### About this exercise
Could you retype the records word for word but without any pictures?

◇ ◇ ◇ ◇

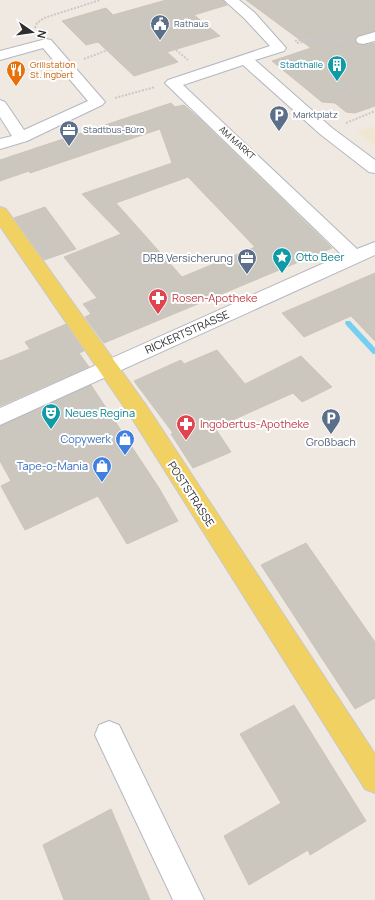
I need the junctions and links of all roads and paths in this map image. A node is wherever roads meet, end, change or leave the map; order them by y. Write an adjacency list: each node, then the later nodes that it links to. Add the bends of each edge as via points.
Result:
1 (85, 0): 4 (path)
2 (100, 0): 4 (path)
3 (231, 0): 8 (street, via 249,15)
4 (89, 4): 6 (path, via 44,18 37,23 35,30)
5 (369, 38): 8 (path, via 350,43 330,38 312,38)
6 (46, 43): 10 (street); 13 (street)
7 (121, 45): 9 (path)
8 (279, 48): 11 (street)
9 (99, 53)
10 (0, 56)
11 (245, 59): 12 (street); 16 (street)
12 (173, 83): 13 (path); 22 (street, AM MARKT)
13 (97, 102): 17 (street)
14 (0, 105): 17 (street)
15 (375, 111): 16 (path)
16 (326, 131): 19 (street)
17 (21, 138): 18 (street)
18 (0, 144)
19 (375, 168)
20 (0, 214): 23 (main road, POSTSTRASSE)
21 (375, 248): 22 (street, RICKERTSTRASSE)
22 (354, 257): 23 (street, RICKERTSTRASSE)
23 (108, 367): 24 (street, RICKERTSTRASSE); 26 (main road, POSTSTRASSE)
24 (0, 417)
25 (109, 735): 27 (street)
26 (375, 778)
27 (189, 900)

◇ ◇ ◇ ◇

### Solution
I need the junctions and links of all roads and paths in this map image. A node is wherever roads meet, end, change or leave the map; order them by y. Write an adjacency list: each node, then the later nodes that it links to. Add the bends of each edge as via points.
Result:
1 (85, 0): 4 (path)
2 (100, 0): 4 (path)
3 (231, 0): 8 (street, via 249,15)
4 (89, 4): 6 (path, via 44,18 37,23 35,30)
5 (369, 38): 8 (path, via 350,43 330,38 312,38)
6 (46, 43): 10 (street); 13 (street)
7 (121, 45): 9 (path)
8 (279, 48): 11 (street)
9 (99, 53)
10 (0, 56)
11 (245, 59): 12 (street); 16 (street)
12 (173, 83): 13 (path); 22 (street, AM MARKT)
13 (97, 102): 17 (street)
14 (0, 105): 17 (street)
15 (375, 111): 16 (path)
16 (326, 131): 19 (street)
17 (21, 138): 18 (street)
18 (0, 144)
19 (375, 168)
20 (0, 214): 23 (main road, POSTSTRASSE)
21 (375, 248): 22 (street, RICKERTSTRASSE)
22 (354, 257): 23 (street, RICKERTSTRASSE)
23 (108, 367): 24 (street, RICKERTSTRASSE); 26 (main road, POSTSTRASSE)
24 (0, 417)
25 (109, 735): 27 (street)
26 (375, 778)
27 (189, 900)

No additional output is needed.